Chaonia traditionally stretched between the Thyamis river in the south and the Akrokeraunian range in the north, between present-day Greece and Albania. Its main town was called Phoenice. In Virgil's Aeneid, Chaon was the eponymous ancestor of the Chaonians.

==Name==
According to mythology, the eponymous ancestor of the Chaonians was Chaon. Etymologically, both the region of Χαονία 'Chaonia', and the name of its inhabitants Χάονες 'Chaones, Chaonians', derive from Χάων 'Chaon', which in turn derives from the Greek *χαϝ-ών 'place with abysses'; cf. Χάον ὄρος 'Chaon mountain' in Argolis, χάος 'chaos, space, abyss', χάσκω 'to yawn', χάσμα 'chasm, gorge'.

==Geography==
Strabo in his Geography, places Chaonia between the Ceraunian mountains in the north and the River Thyamis in the south. The Roman historian, Appian, mentions Chaonia as the southern border in his description and geography of Illyria.
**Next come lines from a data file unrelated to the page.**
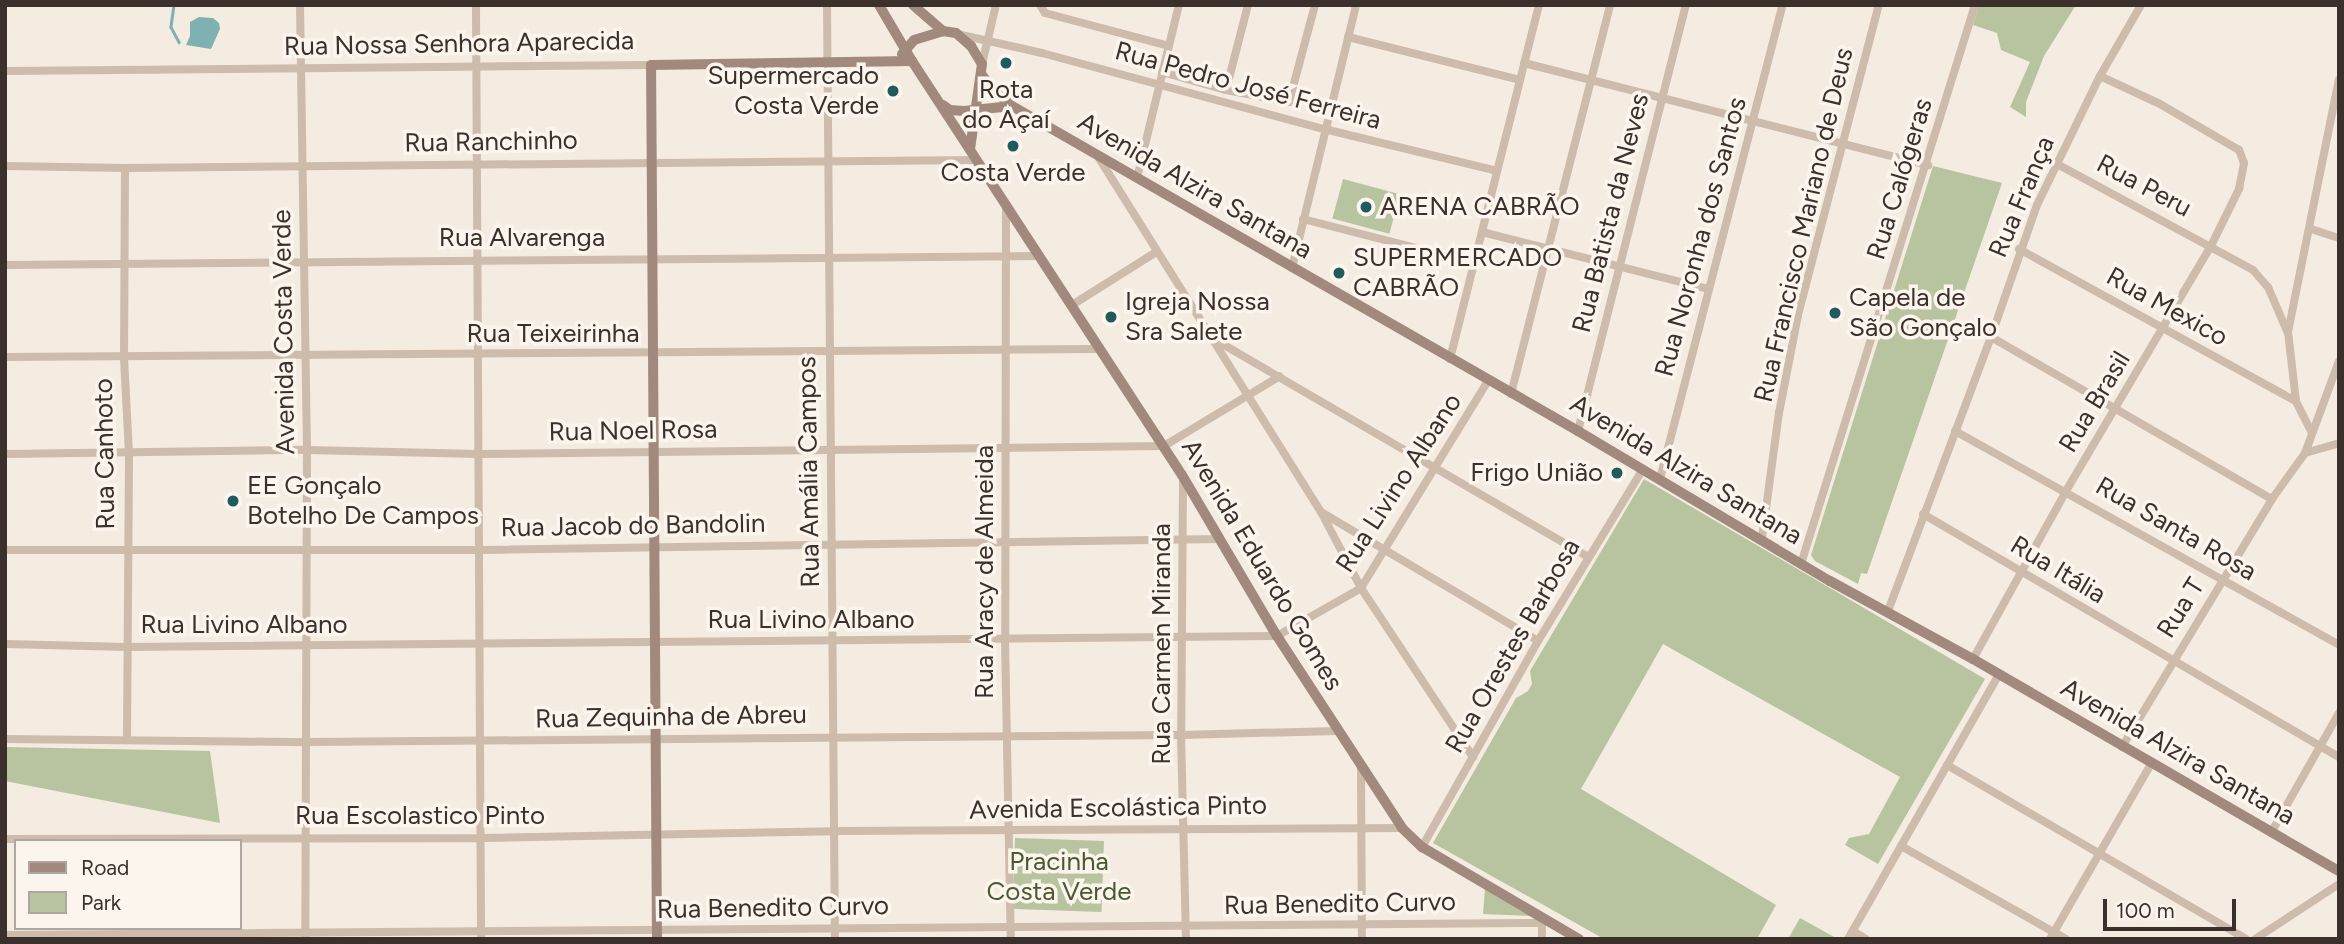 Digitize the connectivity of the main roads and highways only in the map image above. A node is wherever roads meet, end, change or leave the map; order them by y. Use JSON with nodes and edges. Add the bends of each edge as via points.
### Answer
{"nodes":[{"id":1,"x":880,"y":5,"type":"edge"},
{"id":2,"x":913,"y":5,"type":"edge"},
{"id":3,"x":943,"y":31,"type":"junction"},
{"id":4,"x":906,"y":51,"type":"junction"},
{"id":5,"x":891,"y":61,"type":"junction"},
{"id":6,"x":912,"y":61,"type":"junction"},
{"id":7,"x":982,"y":69,"type":"junction"},
{"id":8,"x":939,"y":101,"type":"junction"},
{"id":9,"x":1012,"y":106,"type":"junction"},
{"id":10,"x":976,"y":109,"type":"junction"},
{"id":11,"x":970,"y":149,"type":"junction"},
{"id":12,"x":2339,"y":871,"type":"edge"},
{"id":13,"x":657,"y":935,"type":"edge"},
{"id":14,"x":1579,"y":939,"type":"edge"}],
"edges":[{"from":1,"to":4,"type":"main road"},
{"from":2,"to":3,"type":"main road"},
{"from":3,"to":4,"type":"main road","via":[[923,35]]},
{"from":3,"to":7,"type":"main road","via":[[956,33],[971,46]]},
{"from":4,"to":5,"type":"main road"},
{"from":4,"to":6,"type":"main road"},
{"from":5,"to":6,"type":"main road","name":"Rua Nossa Senhora Aparecida"},
{"from":5,"to":13,"type":"main road","name":"Rua Nossa Senhora Aparecida","via":[[651,65]]},
{"from":6,"to":8,"type":"main road"},
{"from":7,"to":9,"type":"main road","name":"Avenida Alzira Santana","via":[[996,93]]},
{"from":7,"to":10,"type":"main road"},
{"from":8,"to":10,"type":"main road","via":[[950,110]]},
{"from":8,"to":11,"type":"main road","name":"Avenida Eduardo Gomes"},
{"from":9,"to":10,"type":"main road"},
{"from":9,"to":12,"type":"main road","name":"Avenida Alzira Santana"},
{"from":10,"to":11,"type":"main road"},
{"from":11,"to":14,"type":"main road","name":"Avenida Eduardo Gomes","via":[[1164,446],[1277,636],[1402,828],[1422,847]]}]} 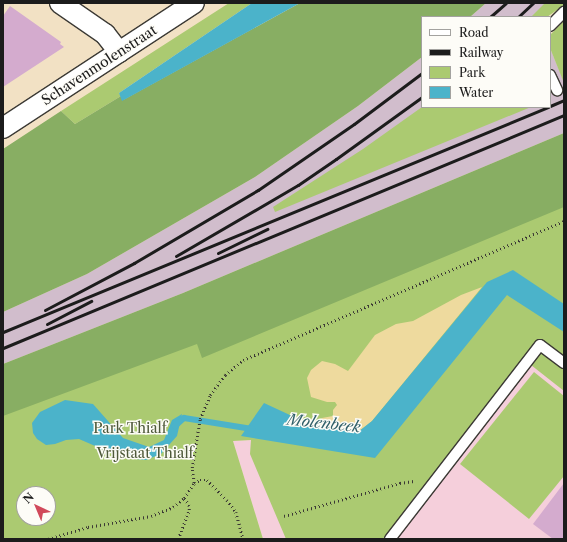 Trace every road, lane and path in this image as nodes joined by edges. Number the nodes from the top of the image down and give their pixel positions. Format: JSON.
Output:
{"nodes":[{"id":1,"x":60,"y":3,"type":"edge"},
{"id":2,"x":194,"y":3,"type":"edge"},
{"id":3,"x":564,"y":12,"type":"edge"},
{"id":4,"x":551,"y":25,"type":"edge"},
{"id":5,"x":119,"y":52,"type":"junction"},
{"id":6,"x":551,"y":76,"type":"edge"},
{"id":7,"x":557,"y":90,"type":"dead end"},
{"id":8,"x":3,"y":128,"type":"edge"},
{"id":9,"x":564,"y":221,"type":"edge"},
{"id":10,"x":564,"y":363,"type":"edge"},
{"id":11,"x":194,"y":483,"type":"junction"},
{"id":12,"x":428,"y":490,"type":"junction"},
{"id":13,"x":184,"y":498,"type":"junction"},
{"id":14,"x":284,"y":516,"type":"dead end"},
{"id":15,"x":48,"y":539,"type":"edge"},
{"id":16,"x":178,"y":539,"type":"edge"},
{"id":17,"x":243,"y":539,"type":"edge"},
{"id":18,"x":390,"y":539,"type":"edge"}],
"edges":[{"from":1,"to":5,"type":"street"},
{"from":2,"to":5,"type":"street","name":"Schavenmolenstraat"},
{"from":3,"to":4,"type":"lane"},
{"from":5,"to":8,"type":"street","name":"Schavenmolenstraat"},
{"from":6,"to":7,"type":"lane"},
{"from":9,"to":11,"type":"path"},
{"from":10,"to":12,"type":"lane"},
{"from":11,"to":13,"type":"path"},
{"from":11,"to":17,"type":"path"},
{"from":12,"to":14,"type":"path"},
{"from":12,"to":18,"type":"lane"},
{"from":13,"to":15,"type":"path"},
{"from":13,"to":16,"type":"path"}]} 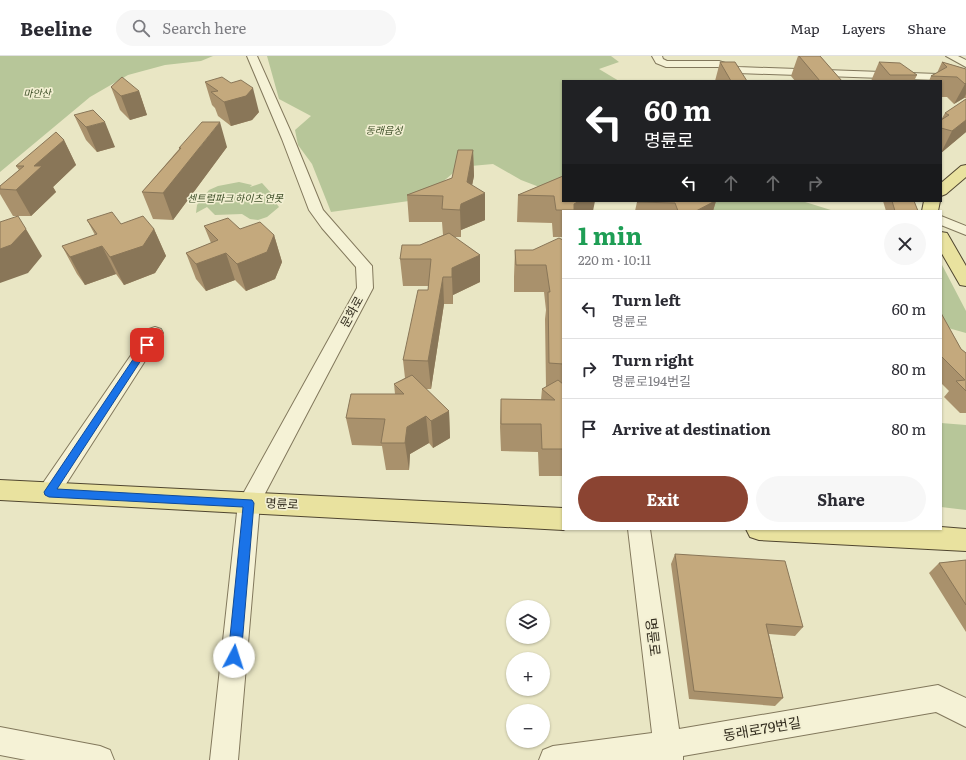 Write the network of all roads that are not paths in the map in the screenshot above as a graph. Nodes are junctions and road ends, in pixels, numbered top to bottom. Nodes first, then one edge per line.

Important cities in Chaonia included Cestrine (modern Filiates), Chimaera (modern Himarë), Buthrotum, Phoenice, Cassiope (Modern Kassiopi) Panormos, Ilium (modern Despotiko) Onchesmus (modern Sarandë), Antigonia and Palaeste.

==Mythology==
In Vigil's Aeneid, Aeneas visits Chaonia and meets Andromache and Helenus. He is told he must continue on to Italy, and instructed to meet the Sibyl concerning a more specific prophecy as to Aeneas's destiny. In another story, Cichyrus, the son of the Chaonian king, accidentally kills a girl named Anthipe while hunting a leopard, and then accidentally dies after falling off his horse down a ravine from the shock.